By DAVID CARR If you “like” something, does that mean you care about it?

It’s an important distinction in an age when you can accumulate social currency on Facebook or Twitter just by hitting the “like” or “favorite” button.

The ongoing referendum on the Web often seems more like a kind of collective digital graffiti than a measure of engagement: I saw this thing, it spoke to me for at least one second, and here is my mark to prove it.

But it gets more complicated when the subjects are more complicated. Hitting the favorite button on the first episode of “Mad Men” is a remarkably different gesture than expressing digital solidarity with kidnapped children in Africa, but it all sort of looks the same at the keyboard.

In the friction-free atmosphere of the Internet, it costs nothing more than a flick of the mouse to register concern about the casualties of far-flung conflicts. Certainly some people are taking up the causes that come out of the Web’s fire hose, but others are most likely doing no more than burnishing their digital avatars.

In February, the digiterati went bonkers after the Susan G. Komen foundation (shorthanded as #Komen on Twitter) announced it was cutting off financing for Planned Parenthood. And then #KONY2012 started popping up in my Twitter feed and I, along with 100 million others, watched a video about the indicted Ugandan war criminal Joseph Kony.

After weeks of remaining under the radar, #TrayvonMartin began to surface as well, with many suggesting that the people who got so frantic about the victimization of young black males on another continent needed to look closer to home, at the death of an unarmed black teenager in Florida.

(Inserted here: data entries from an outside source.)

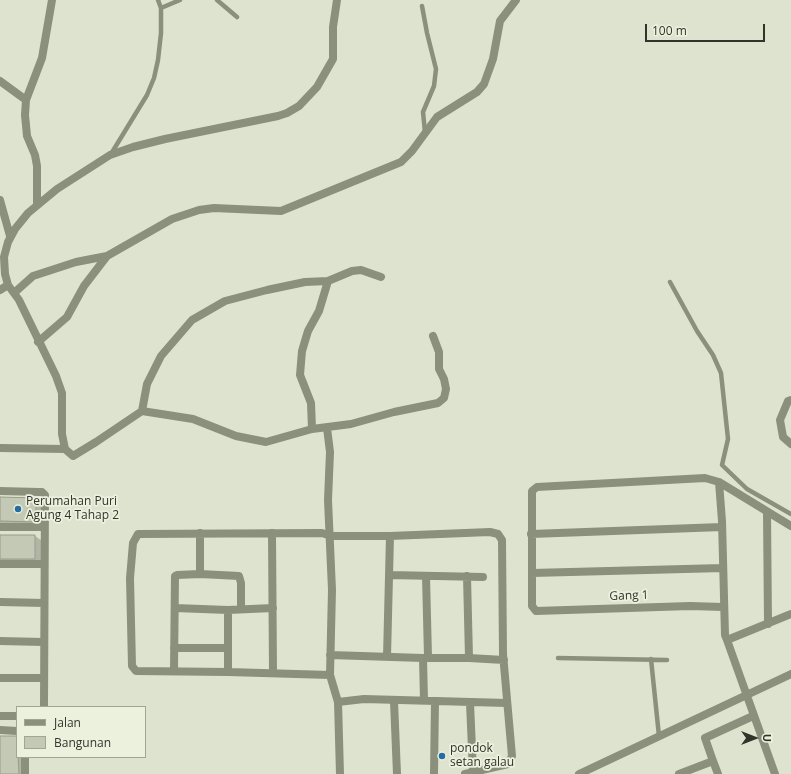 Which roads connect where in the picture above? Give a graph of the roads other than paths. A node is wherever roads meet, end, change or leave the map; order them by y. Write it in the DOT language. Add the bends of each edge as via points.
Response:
graph roads {
  1 [pos="52,0"];
  2 [pos="158,0"];
  3 [pos="180,0"];
  4 [pos="217,0"];
  5 [pos="337,0"];
  6 [pos="516,0"];
  7 [pos="422,6"];
  8 [pos="161,8"];
  9 [pos="237,17"];
  10 [pos="0,81"];
  11 [pos="26,100"];
  12 [pos="425,132"];
  13 [pos="110,155"];
  14 [pos="0,200"];
  15 [pos="37,205"];
  16 [pos="10,236"];
  17 [pos="106,256"];
  18 [pos="381,277"];
  19 [pos="328,281"];
  20 [pos="670,282"];
  21 [pos="8,285"];
  22 [pos="0,290"];
  23 [pos="14,294"];
  24 [pos="433,336"];
  25 [pos="38,342"];
  26 [pos="791,400"];
  27 [pos="142,411"];
  28 [pos="327,428"];
  29 [pos="312,429"];
  30 [pos="791,444"];
  31 [pos="0,448"];
  32 [pos="65,449"];
  33 [pos="719,482"];
  34 [pos="0,491"];
  35 [pos="767,512"];
  36 [pos="791,514"];
  37 [pos="791,526"];
  38 [pos="0,527"];
  39 [pos="44,527"];
  40 [pos="722,527"];
  41 [pos="200,533"];
  42 [pos="272,533"];
  43 [pos="531,534"];
  44 [pos="331,536"];
  45 [pos="390,536"];
  46 [pos="0,564"];
  47 [pos="44,564"];
  48 [pos="723,568"];
  49 [pos="532,573"];
  50 [pos="200,574"];
  51 [pos="389,575"];
  52 [pos="426,576"];
  53 [pos="467,576"];
  54 [pos="483,577"];
  55 [pos="0,602"];
  56 [pos="44,603"];
  57 [pos="724,607"];
  58 [pos="175,608"];
  59 [pos="273,608"];
  60 [pos="241,609"];
  61 [pos="228,610"];
  62 [pos="791,614"];
  63 [pos="768,624"];
  64 [pos="727,640"];
  65 [pos="0,641"];
  66 [pos="43,642"];
  67 [pos="174,648"];
  68 [pos="227,648"];
  69 [pos="330,655"];
  70 [pos="387,657"];
  71 [pos="426,658"];
  72 [pos="469,658"];
  73 [pos="558,658"];
  74 [pos="651,659"];
  75 [pos="504,660"];
  76 [pos="667,660"];
  77 [pos="174,671"];
  78 [pos="228,672"];
  79 [pos="273,673"];
  80 [pos="791,674"];
  81 [pos="330,675"];
  82 [pos="0,678"];
  83 [pos="44,678"];
  84 [pos="746,694"];
  85 [pos="424,700"];
  86 [pos="394,701"];
  87 [pos="435,701"];
  88 [pos="338,702"];
  89 [pos="470,703"];
  90 [pos="507,703"];
  91 [pos="44,706"];
  92 [pos="0,716"];
  93 [pos="16,716"];
  94 [pos="753,716"];
  95 [pos="0,730"];
  96 [pos="16,732"];
  97 [pos="659,736"];
  98 [pos="25,758"];
  99 [pos="713,761"];
  100 [pos="469,773"];
  101 [pos="25,774"];
  102 [pos="340,774"];
  103 [pos="396,774"];
  104 [pos="434,774"];
  105 [pos="579,774"];
  106 [pos="680,774"];
  107 [pos="718,774"];
  108 [pos="775,774"];
  1 -- 11 [label="street" via="42,58"];
  2 -- 8 [label="lane"];
  3 -- 8 [label="lane"];
  4 -- 9 [label="lane"];
  5 -- 13 [label="street" via="333,27 334,50 330,65 317,87 294,110 278,116 132,147"];
  6 -- 12 [label="street" via="500,21 493,60 484,84 477,92 437,117"];
  7 -- 12 [label="lane" via="436,69 434,86 423,112"];
  8 -- 13 [label="lane" via="160,49 154,78 141,106"];
  10 -- 11 [label="street"];
  11 -- 15 [label="street" via="25,125 36,161"];
  12 -- 17 [label="street" via="401,162 285,209 199,210 172,219"];
  13 -- 15 [label="street"];
  14 -- 16 [label="street"];
  15 -- 16 [label="street"];
  16 -- 21 [label="street" via="4,257"];
  17 -- 23 [label="street" via="76,262 33,276"];
  17 -- 25 [label="street" via="84,286 67,317"];
  18 -- 19 [label="street" via="361,270"];
  19 -- 27 [label="street" via="305,282 225,301 192,320 161,356 147,384"];
  19 -- 29 [label="street" via="319,311 308,331 302,351 300,375 311,403"];
  20 -- 36 [label="lane" via="721,373 728,439 722,465 747,488"];
  21 -- 22 [label="street"];
  21 -- 23 [label="street"];
  23 -- 25 [label="street"];
  24 -- 28 [label="street" via="439,352 439,369 446,389 444,398 438,404"];
  25 -- 32 [label="street" via="62,393 62,434"];
  26 -- 30 [label="street" via="788,401 780,420 783,437"];
  27 -- 29 [label="street" via="193,419 236,436 266,442"];
  27 -- 32 [label="street" via="73,456"];
  28 -- 29 [label="street"];
  28 -- 44 [label="street" via="330,452 328,510"];
  31 -- 32 [label="street"];
  33 -- 35 [label="street"];
  33 -- 40 [label="street"];
  33 -- 43 [label="street" via="704,478 537,487 532,491"];
  34 -- 39 [label="street" via="42,492 45,496"];
  35 -- 37 [label="street"];
  35 -- 63 [label="street"];
  38 -- 39 [label="street"];
  39 -- 47 [label="street"];
  40 -- 43 [label="street"];
  40 -- 48 [label="street"];
  41 -- 42 [label="street"];
  41 -- 50 [label="street"];
  41 -- 77 [label="street" via="138,534 132,543 132,666 139,672"];
  42 -- 44 [label="street" via="322,533"];
  42 -- 59 [label="street"];
  43 -- 49 [label="street"];
  44 -- 45 [label="street"];
  44 -- 69 [label="street"];
  45 -- 51 [label="street"];
  45 -- 75 [label="street" via="490,532 498,534 502,540"];
  46 -- 47 [label="street"];
  47 -- 56 [label="street"];
  48 -- 49 [label="street"];
  48 -- 57 [label="street"];
  49 -- 57 [label="street, Gang 1" via="532,606 536,611"];
  50 -- 58 [label="street" via="175,576"];
  50 -- 60 [label="street" via="239,576"];
  51 -- 52 [label="street"];
  51 -- 70 [label="street"];
  52 -- 53 [label="street"];
  52 -- 71 [label="street"];
  53 -- 54 [label="street"];
  53 -- 72 [label="street"];
  55 -- 56 [label="street"];
  56 -- 66 [label="street"];
  57 -- 64 [label="street"];
  58 -- 61 [label="street"];
  58 -- 67 [label="street"];
  59 -- 60 [label="street"];
  59 -- 79 [label="street"];
  60 -- 61 [label="street"];
  61 -- 68 [label="street"];
  62 -- 63 [label="street"];
  63 -- 64 [label="street"];
  64 -- 84 [label="street"];
  65 -- 66 [label="street"];
  66 -- 83 [label="street"];
  67 -- 68 [label="street"];
  67 -- 77 [label="street"];
  68 -- 78 [label="street"];
  69 -- 70 [label="street"];
  69 -- 81 [label="street"];
  70 -- 71 [label="street"];
  71 -- 72 [label="street"];
  71 -- 85 [label="street"];
  72 -- 75 [label="street"];
  73 -- 74 [label="lane"];
  74 -- 76 [label="lane"];
  74 -- 97 [label="lane"];
  75 -- 90 [label="street"];
  77 -- 78 [label="street"];
  78 -- 79 [label="street"];
  79 -- 81 [label="street"];
  80 -- 84 [label="street"];
  81 -- 88 [label="street"];
  82 -- 83 [label="street"];
  83 -- 91 [label="street"];
  84 -- 94 [label="street"];
  84 -- 97 [label="street"];
  85 -- 86 [label="street"];
  85 -- 87 [label="street"];
  86 -- 88 [label="street" via="364,698"];
  86 -- 103 [label="street"];
  87 -- 89 [label="street"];
  87 -- 104 [label="street"];
  88 -- 102 [label="street"];
  89 -- 90 [label="street"];
  89 -- 100 [label="street"];
  90 -- 100 [label="street" via="512,756 508,764"];
  92 -- 93 [label="street"];
  94 -- 99 [label="street" via="705,738"];
  94 -- 108 [label="street"];
  95 -- 96 [label="street"];
  97 -- 105 [label="street"];
  98 -- 101 [label="street"];
  99 -- 106 [label="street"];
  99 -- 107 [label="street"];
}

As a reporter, I don’t sign up for various causes, but as someone who lives — far too much — in the world of social media, I can feel the pull of digital activism. And I have to admit I’m starting to experience a kind of “favoriting” fatigue — meaning that the digital causes of the day or week are all starting to blend together. Another week, another hashtag, and with it, a question about what is actually being accomplished.